Il re degli ignoranti


di Roberto Tortora

Scuola superiore, ore 11.05. Suona la campanella dell’intervallo. In una classe quinta i ragazzi si radunano intorno a un banco. Hanno diciotto, diciannove anni e sono equipaggiati con la migliore strumentazione tecnologica disponibile sul mercato, I-Pod, Kindle, Tablet, smartphone, ecc. Eppure questa mattina si armano di penna e quaderno per sfidarsi a “Nomi di cose, fiori, frutta, città,…” Insomma, il fascino intramontabile dei vecchi giochi… Tirano a sorte ed esce la Effe. Dicono: “fresia”, “fragola”, “Firenze”… Quindi, Mestieri con la Effe. Questa è più difficile. Uno di loro ci pensa su. Si concentra. Socchiude gli occhi. Infine esclama: “Ho trovato: Filippina!”
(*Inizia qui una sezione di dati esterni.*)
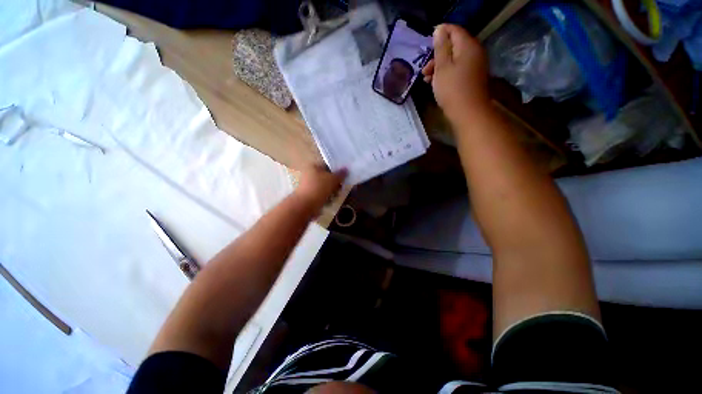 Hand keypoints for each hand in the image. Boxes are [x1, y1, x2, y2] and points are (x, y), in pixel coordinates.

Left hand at [294, 165, 346, 210]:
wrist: (305, 205)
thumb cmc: (319, 188)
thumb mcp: (333, 179)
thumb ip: (341, 174)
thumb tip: (346, 169)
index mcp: (314, 166)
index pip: (328, 165)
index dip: (337, 170)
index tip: (344, 177)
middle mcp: (310, 174)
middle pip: (327, 177)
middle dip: (335, 183)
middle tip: (340, 188)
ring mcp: (309, 185)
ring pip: (325, 187)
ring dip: (332, 192)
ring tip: (335, 196)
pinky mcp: (310, 195)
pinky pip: (321, 194)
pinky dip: (326, 198)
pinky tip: (329, 201)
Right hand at [422, 24, 489, 122]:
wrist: (468, 113)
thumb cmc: (452, 89)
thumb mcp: (442, 67)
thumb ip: (440, 47)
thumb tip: (439, 29)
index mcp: (467, 45)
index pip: (454, 30)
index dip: (440, 33)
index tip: (426, 44)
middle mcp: (474, 52)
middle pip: (453, 45)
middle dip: (437, 55)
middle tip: (424, 69)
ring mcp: (474, 65)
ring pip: (454, 59)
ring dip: (439, 66)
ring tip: (426, 79)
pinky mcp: (472, 77)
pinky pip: (457, 69)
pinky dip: (446, 73)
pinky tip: (435, 83) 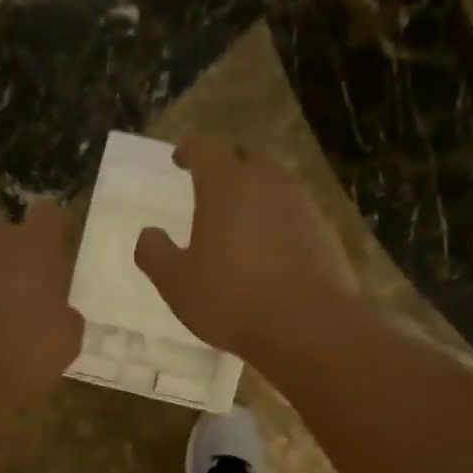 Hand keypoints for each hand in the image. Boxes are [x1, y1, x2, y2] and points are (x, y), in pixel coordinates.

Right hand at [134, 138, 351, 366]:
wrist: (307, 325)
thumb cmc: (231, 298)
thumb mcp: (176, 283)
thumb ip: (154, 253)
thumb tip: (148, 234)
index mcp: (226, 184)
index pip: (205, 147)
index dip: (190, 150)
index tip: (180, 160)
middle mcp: (267, 181)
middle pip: (244, 159)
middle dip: (225, 168)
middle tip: (209, 189)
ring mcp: (301, 203)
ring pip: (272, 185)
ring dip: (253, 195)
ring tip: (238, 222)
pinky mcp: (324, 230)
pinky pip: (293, 213)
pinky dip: (276, 221)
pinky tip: (268, 251) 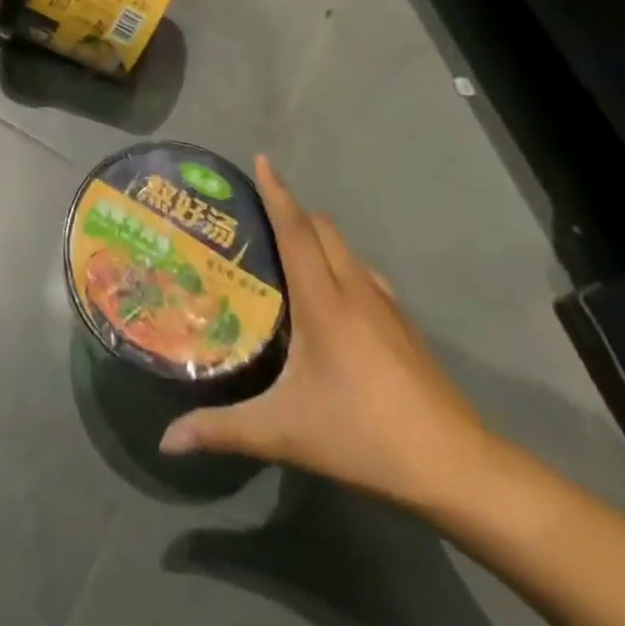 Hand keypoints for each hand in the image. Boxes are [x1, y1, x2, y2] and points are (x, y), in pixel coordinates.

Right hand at [159, 156, 496, 515]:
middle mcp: (354, 289)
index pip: (296, 229)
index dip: (277, 192)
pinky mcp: (404, 326)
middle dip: (293, 210)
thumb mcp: (285, 434)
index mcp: (323, 300)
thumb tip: (167, 440)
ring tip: (288, 254)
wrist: (457, 467)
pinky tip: (333, 298)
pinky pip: (365, 275)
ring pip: (346, 249)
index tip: (261, 159)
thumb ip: (223, 431)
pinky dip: (341, 266)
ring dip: (318, 237)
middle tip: (257, 217)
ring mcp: (386, 305)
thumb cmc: (364, 436)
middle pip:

Non è una battuta. E’ solo un caso di ordinaria vita scolastica.

Un filo rosso attraversa le cronache del nostro Paese da anni. Non la curva dello spread, né l’indice di popolarità dei nostri leader politici e neanche il vertiginoso aumento della criminalità a sud e a nord di Roma. E’, invece, il tasso di analfabetismo di ritorno che caratterizza la popolazione italiana e che poggia le sue basi su un sistema scolastico in crisi di identità. Ci si chiede se valga ancora la pena spendere il 4,4% del PIL (dati 2008) nell’Istruzione pubblica. Ci si domanda cosa debba insegnare la Scuola: quali materie, con quali metodi, con quali insegnanti. E ancora: Non sarebbe meglio collegarsi da casa e diplomarsi on line? Domande che si moltiplicano, incertezze che crescono, dibattiti incandescenti.

Quel che resta è il grido di allarme a più riprese lanciato dagli operatori che a vario titolo hanno a cuore il futuro delle giovani generazioni, cioè il futuro del Paese.

In un Convegno tenutosi a Firenze all’inizio dello scorso novembre, Tullio De Mauro, padre storico della Linguistica italiana, ha dichiarato che il 71 per cento della popolazione non riesce a comprendere un testo di media difficoltà. Tecnicamente, si chiama “analfabetismo di ritorno”, praticamente, è l’anticamera dell’emergenza sociale. Ma nessuno sembra preoccuparsene. Prima c’era il bunga bunga, poi il loden del prof. Monti, a gennaio il naufragio della Concordia e adesso la neve. L’istruzione non conta. Anzi, pare che un certo tasso di ignoranza sintattica e lessicale costituisca la carta segreta per superare le selezioni del Grande Fratello.

Un accorato appello al Ministro Gelmini lo aveva rivolto Paola Mastrocola, scrittrice e insegnante, richiamando l’attenzione sulla necessità di ricominciare ad insegnare – e anche bene! – la lingua italiana. Sulla stessa linea si era espresso Carlo Formenti, docente di Scienze della Comunicazione, costretto a denunciare l’intollerabile quantità di errori grammaticali presenti nelle Tesi di laurea.

E il nuovo Ministro, il professor Profumo? Per adesso non gode di molta visibilità. Altre sono le urgenze del Paese. Tutte di carattere economico finanziario. Tanto devastanti negli effetti, quanto sincopate nella denominazione. Un unico, telegrafico succedersi di acronimi e di lemmi inglesi: BCE, FMI, S&P, tripla A, downgrading… un rincorrersi di numeri negativi e percentuali che fanno perfino perdere la voglia di parlare e di capire. Di parlare e di capire in un Italiano finalmente corretto.

Ma non perdiamoci d’animo. Tra pochi giorni qualcosa potrebbe cambiare.

Ospite del Festival di San Remo sarà Adriano Celentano, che una volta amò definirsi “il re degli ignoranti”. Lo scrisse anche alla lavagna. Ha firmato un contratto per trecentomila euro a puntata. Di questi tempi! Vorrà pur dire che i suoi monologhi avranno il potere di rivoluzionare la nostra conoscenza della Lingua e chissà, forse perfino la nostra visione del mondo. E siccome tutti conosciamo il solenne concentrato di cultura che si nasconde dietro i suoi lunghi silenzi, non ci resta altro da fare che starcene buoni buoni in poltrona, incollati davanti alla tivù, aspettando che le sublimazioni linguistiche di cui è capace restituiscano agli Italiani quel sano orgoglio identitario di cui abbiamo urgente bisogno.